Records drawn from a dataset

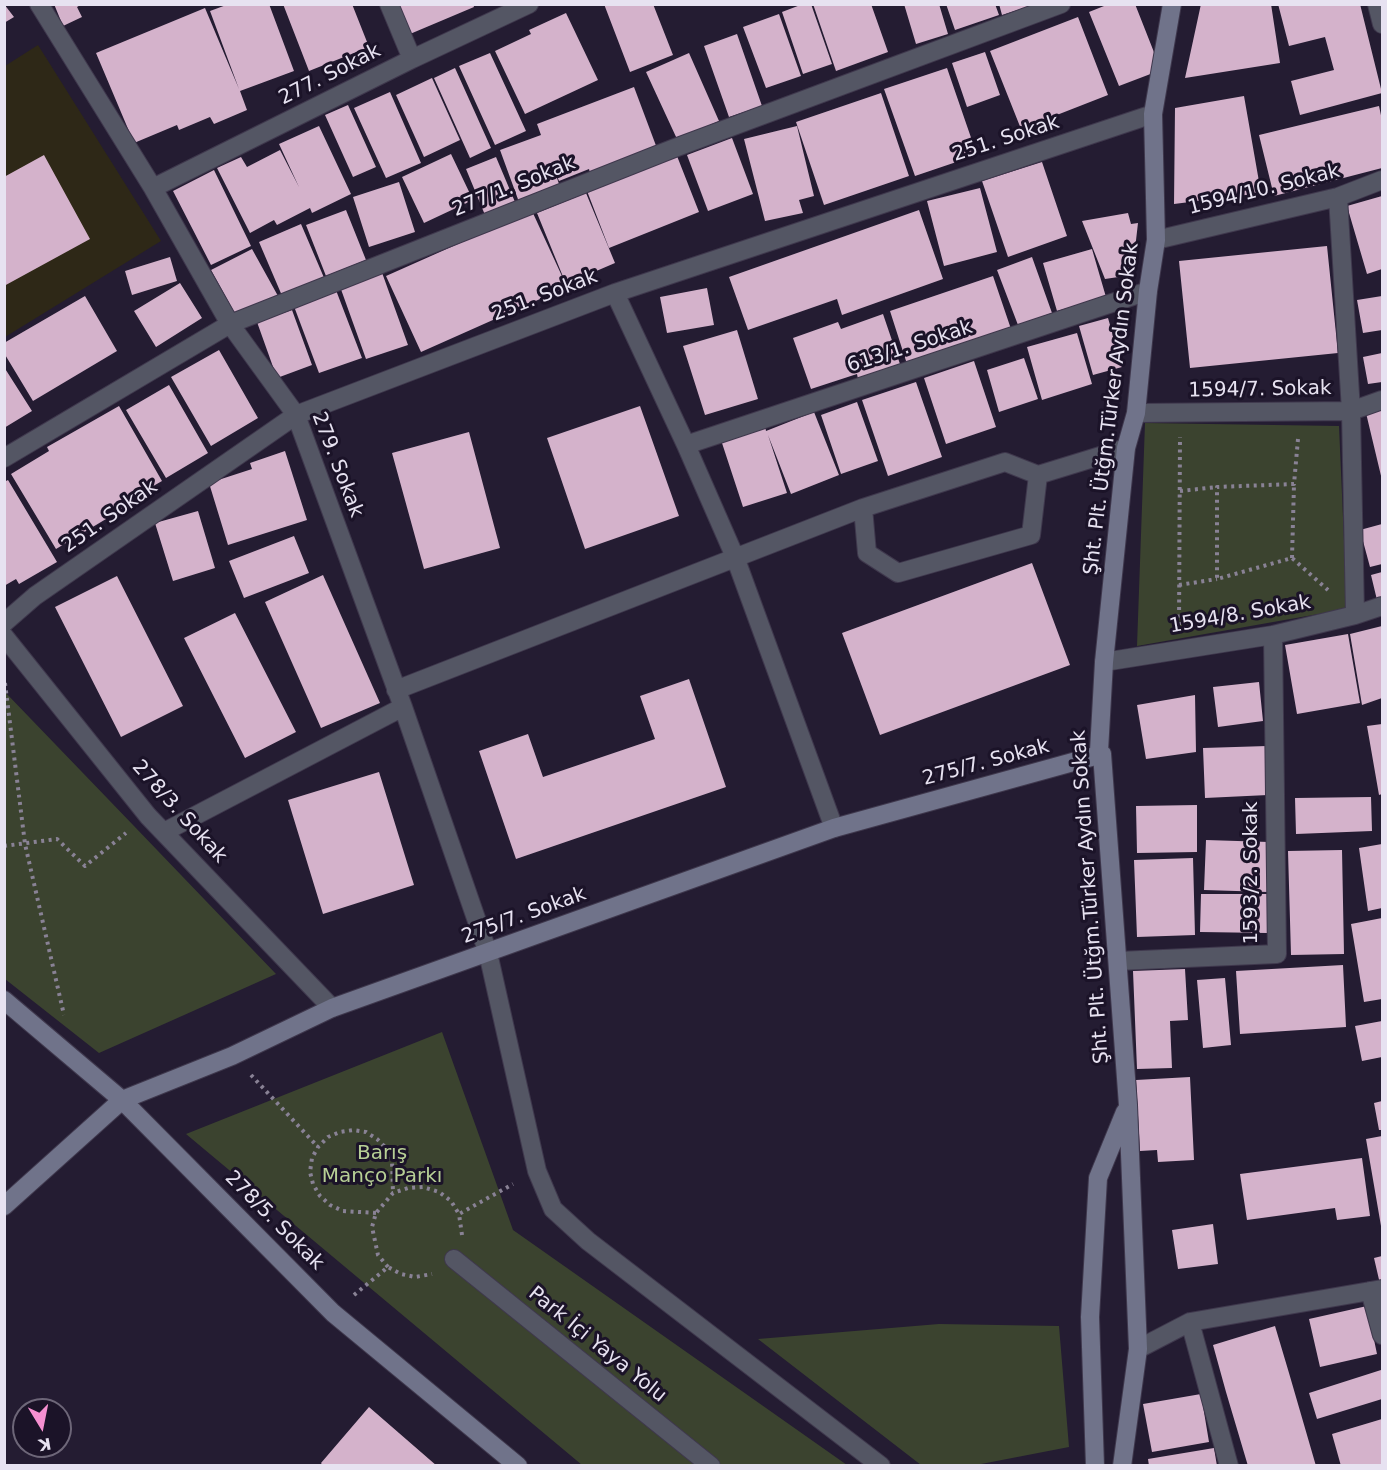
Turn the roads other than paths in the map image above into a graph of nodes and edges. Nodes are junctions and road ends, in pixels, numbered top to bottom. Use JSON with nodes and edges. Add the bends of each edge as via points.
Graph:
{"nodes":[{"id":1,"x":39,"y":4,"type":"edge"},
{"id":2,"x":389,"y":4,"type":"edge"},
{"id":3,"x":529,"y":4,"type":"edge"},
{"id":4,"x":1061,"y":4,"type":"edge"},
{"id":5,"x":1172,"y":4,"type":"edge"},
{"id":6,"x":1377,"y":4,"type":"edge"},
{"id":7,"x":1383,"y":24,"type":"edge"},
{"id":8,"x":412,"y":59,"type":"junction"},
{"id":9,"x":1153,"y":114,"type":"junction"},
{"id":10,"x":1383,"y":180,"type":"edge"},
{"id":11,"x":153,"y":188,"type":"junction"},
{"id":12,"x":1338,"y":197,"type":"junction"},
{"id":13,"x":1156,"y":240,"type":"junction"},
{"id":14,"x":1148,"y":291,"type":"junction"},
{"id":15,"x":615,"y":293,"type":"junction"},
{"id":16,"x":230,"y":324,"type":"junction"},
{"id":17,"x":1383,"y":400,"type":"edge"},
{"id":18,"x":1350,"y":411,"type":"junction"},
{"id":19,"x":1136,"y":413,"type":"junction"},
{"id":20,"x":296,"y":415,"type":"junction"},
{"id":21,"x":686,"y":445,"type":"junction"},
{"id":22,"x":1126,"y":448,"type":"junction"},
{"id":23,"x":4,"y":458,"type":"edge"},
{"id":24,"x":1038,"y":475,"type":"junction"},
{"id":25,"x":863,"y":508,"type":"junction"},
{"id":26,"x":735,"y":557,"type":"junction"},
{"id":27,"x":1383,"y":606,"type":"edge"},
{"id":28,"x":1355,"y":615,"type":"junction"},
{"id":29,"x":4,"y":623,"type":"edge"},
{"id":30,"x":1273,"y":635,"type":"junction"},
{"id":31,"x":4,"y":636,"type":"edge"},
{"id":32,"x":1104,"y":662,"type":"junction"},
{"id":33,"x":400,"y":698,"type":"junction"},
{"id":34,"x":1102,"y":754,"type":"junction"},
{"id":35,"x":834,"y":828,"type":"junction"},
{"id":36,"x":164,"y":832,"type":"junction"},
{"id":37,"x":488,"y":954,"type":"junction"},
{"id":38,"x":1118,"y":961,"type":"junction"},
{"id":39,"x":4,"y":1000,"type":"edge"},
{"id":40,"x":332,"y":1008,"type":"junction"},
{"id":41,"x":122,"y":1100,"type":"junction"},
{"id":42,"x":1128,"y":1105,"type":"junction"},
{"id":43,"x":4,"y":1206,"type":"edge"},
{"id":44,"x":454,"y":1259,"type":"road end"},
{"id":45,"x":1376,"y":1290,"type":"edge"},
{"id":46,"x":1190,"y":1322,"type":"junction"},
{"id":47,"x":1383,"y":1335,"type":"edge"},
{"id":48,"x":1138,"y":1349,"type":"junction"},
{"id":49,"x":518,"y":1466,"type":"edge"},
{"id":50,"x":711,"y":1466,"type":"edge"},
{"id":51,"x":881,"y":1466,"type":"edge"},
{"id":52,"x":1095,"y":1466,"type":"edge"},
{"id":53,"x":1122,"y":1466,"type":"edge"},
{"id":54,"x":1229,"y":1466,"type":"edge"}],
"edges":[{"from":1,"to":11,"type":"street","name":"279. Sokak"},
{"from":2,"to":8,"type":"street"},
{"from":3,"to":8,"type":"street","name":"277. Sokak"},
{"from":4,"to":16,"type":"street","name":"277/1. Sokak","via":[[672,149]]},
{"from":5,"to":9,"type":"street","name":"Şht. Plt. Ütğm.Türker Aydın Sokak"},
{"from":6,"to":7,"type":"street"},
{"from":8,"to":11,"type":"street","name":"277. Sokak"},
{"from":9,"to":13,"type":"street","name":"Şht. Plt. Ütğm.Türker Aydın Sokak"},
{"from":9,"to":15,"type":"street","name":"251. Sokak"},
{"from":10,"to":12,"type":"street","name":"1594/10. Sokak"},
{"from":11,"to":16,"type":"street","name":"279. Sokak"},
{"from":12,"to":13,"type":"street","name":"1594/10. Sokak"},
{"from":12,"to":18,"type":"street"},
{"from":13,"to":14,"type":"street","name":"Şht. Plt. Ütğm.Türker Aydın Sokak"},
{"from":14,"to":19,"type":"street","name":"Şht. Plt. Ütğm.Türker Aydın Sokak"},
{"from":14,"to":21,"type":"street","name":"613/1. Sokak"},
{"from":15,"to":20,"type":"street","name":"251. Sokak"},
{"from":15,"to":21,"type":"street"},
{"from":16,"to":20,"type":"street","name":"279. Sokak"},
{"from":16,"to":23,"type":"street","name":"277/1. Sokak"},
{"from":17,"to":18,"type":"street","name":"1594/7. Sokak"},
{"from":18,"to":19,"type":"street","name":"1594/7. Sokak"},
{"from":18,"to":28,"type":"street"},
{"from":19,"to":22,"type":"street","name":"Şht. Plt. Ütğm.Türker Aydın Sokak"},
{"from":20,"to":29,"type":"street","name":"251. Sokak","via":[[35,596]]},
{"from":20,"to":33,"type":"street","name":"279. Sokak"},
{"from":21,"to":26,"type":"street"},
{"from":22,"to":24,"type":"street"},
{"from":22,"to":32,"type":"street","name":"Şht. Plt. Ütğm.Türker Aydın Sokak"},
{"from":24,"to":25,"type":"street","via":[[1005,462]]},
{"from":24,"to":25,"type":"street","via":[[1031,535],[898,573],[867,553]]},
{"from":25,"to":26,"type":"street"},
{"from":26,"to":33,"type":"street"},
{"from":26,"to":35,"type":"street"},
{"from":27,"to":28,"type":"street","name":"1594/8. Sokak"},
{"from":28,"to":30,"type":"street","name":"1594/8. Sokak"},
{"from":30,"to":32,"type":"street","name":"1594/8. Sokak"},
{"from":30,"to":38,"type":"street","name":"1593/2. Sokak","via":[[1277,954]]},
{"from":31,"to":36,"type":"street","name":"278/3. Sokak"},
{"from":32,"to":34,"type":"street","name":"Şht. Plt. Ütğm.Türker Aydın Sokak","via":[[1099,751]]},
{"from":33,"to":36,"type":"street"},
{"from":33,"to":37,"type":"street","name":"279. Sokak"},
{"from":34,"to":35,"type":"street","name":"275/7. Sokak"},
{"from":34,"to":38,"type":"street","name":"Şht. Plt. Ütğm.Türker Aydın Sokak"},
{"from":35,"to":37,"type":"street","name":"275/7. Sokak"},
{"from":36,"to":40,"type":"street","name":"278/3. Sokak"},
{"from":37,"to":40,"type":"street","name":"275/7. Sokak"},
{"from":37,"to":51,"type":"street","name":"279. Sokak","via":[[537,1171],[553,1209],[588,1241]]},
{"from":38,"to":42,"type":"street","name":"Şht. Plt. Ütğm.Türker Aydın Sokak"},
{"from":39,"to":41,"type":"street","name":"278/5. Sokak"},
{"from":40,"to":41,"type":"street","name":"275/7. Sokak","via":[[232,1056]]},
{"from":41,"to":43,"type":"street","name":"275/7. Sokak"},
{"from":41,"to":49,"type":"street","name":"278/5. Sokak","via":[[333,1313]]},
{"from":42,"to":48,"type":"street","name":"Şht. Plt. Ütğm.Türker Aydın Sokak"},
{"from":42,"to":52,"type":"street","via":[[1098,1178],[1090,1317]]},
{"from":44,"to":50,"type":"street","name":"Park İçi Yaya Yolu"},
{"from":45,"to":46,"type":"street"},
{"from":45,"to":47,"type":"street"},
{"from":46,"to":48,"type":"street"},
{"from":46,"to":54,"type":"street"},
{"from":48,"to":53,"type":"street","name":"Şht. Plt. Ütğm.Türker Aydın Sokak"}]}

_What needs to be done_. The records above should be returned exactly, with only their pictures held back.

_Task answer_.
Turn the roads other than paths in the map image above into a graph of nodes and edges. Nodes are junctions and road ends, in pixels, numbered top to bottom. Use JSON with nodes and edges. Add the bends of each edge as via points.
Graph:
{"nodes":[{"id":1,"x":39,"y":4,"type":"edge"},
{"id":2,"x":389,"y":4,"type":"edge"},
{"id":3,"x":529,"y":4,"type":"edge"},
{"id":4,"x":1061,"y":4,"type":"edge"},
{"id":5,"x":1172,"y":4,"type":"edge"},
{"id":6,"x":1377,"y":4,"type":"edge"},
{"id":7,"x":1383,"y":24,"type":"edge"},
{"id":8,"x":412,"y":59,"type":"junction"},
{"id":9,"x":1153,"y":114,"type":"junction"},
{"id":10,"x":1383,"y":180,"type":"edge"},
{"id":11,"x":153,"y":188,"type":"junction"},
{"id":12,"x":1338,"y":197,"type":"junction"},
{"id":13,"x":1156,"y":240,"type":"junction"},
{"id":14,"x":1148,"y":291,"type":"junction"},
{"id":15,"x":615,"y":293,"type":"junction"},
{"id":16,"x":230,"y":324,"type":"junction"},
{"id":17,"x":1383,"y":400,"type":"edge"},
{"id":18,"x":1350,"y":411,"type":"junction"},
{"id":19,"x":1136,"y":413,"type":"junction"},
{"id":20,"x":296,"y":415,"type":"junction"},
{"id":21,"x":686,"y":445,"type":"junction"},
{"id":22,"x":1126,"y":448,"type":"junction"},
{"id":23,"x":4,"y":458,"type":"edge"},
{"id":24,"x":1038,"y":475,"type":"junction"},
{"id":25,"x":863,"y":508,"type":"junction"},
{"id":26,"x":735,"y":557,"type":"junction"},
{"id":27,"x":1383,"y":606,"type":"edge"},
{"id":28,"x":1355,"y":615,"type":"junction"},
{"id":29,"x":4,"y":623,"type":"edge"},
{"id":30,"x":1273,"y":635,"type":"junction"},
{"id":31,"x":4,"y":636,"type":"edge"},
{"id":32,"x":1104,"y":662,"type":"junction"},
{"id":33,"x":400,"y":698,"type":"junction"},
{"id":34,"x":1102,"y":754,"type":"junction"},
{"id":35,"x":834,"y":828,"type":"junction"},
{"id":36,"x":164,"y":832,"type":"junction"},
{"id":37,"x":488,"y":954,"type":"junction"},
{"id":38,"x":1118,"y":961,"type":"junction"},
{"id":39,"x":4,"y":1000,"type":"edge"},
{"id":40,"x":332,"y":1008,"type":"junction"},
{"id":41,"x":122,"y":1100,"type":"junction"},
{"id":42,"x":1128,"y":1105,"type":"junction"},
{"id":43,"x":4,"y":1206,"type":"edge"},
{"id":44,"x":454,"y":1259,"type":"road end"},
{"id":45,"x":1376,"y":1290,"type":"edge"},
{"id":46,"x":1190,"y":1322,"type":"junction"},
{"id":47,"x":1383,"y":1335,"type":"edge"},
{"id":48,"x":1138,"y":1349,"type":"junction"},
{"id":49,"x":518,"y":1466,"type":"edge"},
{"id":50,"x":711,"y":1466,"type":"edge"},
{"id":51,"x":881,"y":1466,"type":"edge"},
{"id":52,"x":1095,"y":1466,"type":"edge"},
{"id":53,"x":1122,"y":1466,"type":"edge"},
{"id":54,"x":1229,"y":1466,"type":"edge"}],
"edges":[{"from":1,"to":11,"type":"street","name":"279. Sokak"},
{"from":2,"to":8,"type":"street"},
{"from":3,"to":8,"type":"street","name":"277. Sokak"},
{"from":4,"to":16,"type":"street","name":"277/1. Sokak","via":[[672,149]]},
{"from":5,"to":9,"type":"street","name":"Şht. Plt. Ütğm.Türker Aydın Sokak"},
{"from":6,"to":7,"type":"street"},
{"from":8,"to":11,"type":"street","name":"277. Sokak"},
{"from":9,"to":13,"type":"street","name":"Şht. Plt. Ütğm.Türker Aydın Sokak"},
{"from":9,"to":15,"type":"street","name":"251. Sokak"},
{"from":10,"to":12,"type":"street","name":"1594/10. Sokak"},
{"from":11,"to":16,"type":"street","name":"279. Sokak"},
{"from":12,"to":13,"type":"street","name":"1594/10. Sokak"},
{"from":12,"to":18,"type":"street"},
{"from":13,"to":14,"type":"street","name":"Şht. Plt. Ütğm.Türker Aydın Sokak"},
{"from":14,"to":19,"type":"street","name":"Şht. Plt. Ütğm.Türker Aydın Sokak"},
{"from":14,"to":21,"type":"street","name":"613/1. Sokak"},
{"from":15,"to":20,"type":"street","name":"251. Sokak"},
{"from":15,"to":21,"type":"street"},
{"from":16,"to":20,"type":"street","name":"279. Sokak"},
{"from":16,"to":23,"type":"street","name":"277/1. Sokak"},
{"from":17,"to":18,"type":"street","name":"1594/7. Sokak"},
{"from":18,"to":19,"type":"street","name":"1594/7. Sokak"},
{"from":18,"to":28,"type":"street"},
{"from":19,"to":22,"type":"street","name":"Şht. Plt. Ütğm.Türker Aydın Sokak"},
{"from":20,"to":29,"type":"street","name":"251. Sokak","via":[[35,596]]},
{"from":20,"to":33,"type":"street","name":"279. Sokak"},
{"from":21,"to":26,"type":"street"},
{"from":22,"to":24,"type":"street"},
{"from":22,"to":32,"type":"street","name":"Şht. Plt. Ütğm.Türker Aydın Sokak"},
{"from":24,"to":25,"type":"street","via":[[1005,462]]},
{"from":24,"to":25,"type":"street","via":[[1031,535],[898,573],[867,553]]},
{"from":25,"to":26,"type":"street"},
{"from":26,"to":33,"type":"street"},
{"from":26,"to":35,"type":"street"},
{"from":27,"to":28,"type":"street","name":"1594/8. Sokak"},
{"from":28,"to":30,"type":"street","name":"1594/8. Sokak"},
{"from":30,"to":32,"type":"street","name":"1594/8. Sokak"},
{"from":30,"to":38,"type":"street","name":"1593/2. Sokak","via":[[1277,954]]},
{"from":31,"to":36,"type":"street","name":"278/3. Sokak"},
{"from":32,"to":34,"type":"street","name":"Şht. Plt. Ütğm.Türker Aydın Sokak","via":[[1099,751]]},
{"from":33,"to":36,"type":"street"},
{"from":33,"to":37,"type":"street","name":"279. Sokak"},
{"from":34,"to":35,"type":"street","name":"275/7. Sokak"},
{"from":34,"to":38,"type":"street","name":"Şht. Plt. Ütğm.Türker Aydın Sokak"},
{"from":35,"to":37,"type":"street","name":"275/7. Sokak"},
{"from":36,"to":40,"type":"street","name":"278/3. Sokak"},
{"from":37,"to":40,"type":"street","name":"275/7. Sokak"},
{"from":37,"to":51,"type":"street","name":"279. Sokak","via":[[537,1171],[553,1209],[588,1241]]},
{"from":38,"to":42,"type":"street","name":"Şht. Plt. Ütğm.Türker Aydın Sokak"},
{"from":39,"to":41,"type":"street","name":"278/5. Sokak"},
{"from":40,"to":41,"type":"street","name":"275/7. Sokak","via":[[232,1056]]},
{"from":41,"to":43,"type":"street","name":"275/7. Sokak"},
{"from":41,"to":49,"type":"street","name":"278/5. Sokak","via":[[333,1313]]},
{"from":42,"to":48,"type":"street","name":"Şht. Plt. Ütğm.Türker Aydın Sokak"},
{"from":42,"to":52,"type":"street","via":[[1098,1178],[1090,1317]]},
{"from":44,"to":50,"type":"street","name":"Park İçi Yaya Yolu"},
{"from":45,"to":46,"type":"street"},
{"from":45,"to":47,"type":"street"},
{"from":46,"to":48,"type":"street"},
{"from":46,"to":54,"type":"street"},
{"from":48,"to":53,"type":"street","name":"Şht. Plt. Ütğm.Türker Aydın Sokak"}]}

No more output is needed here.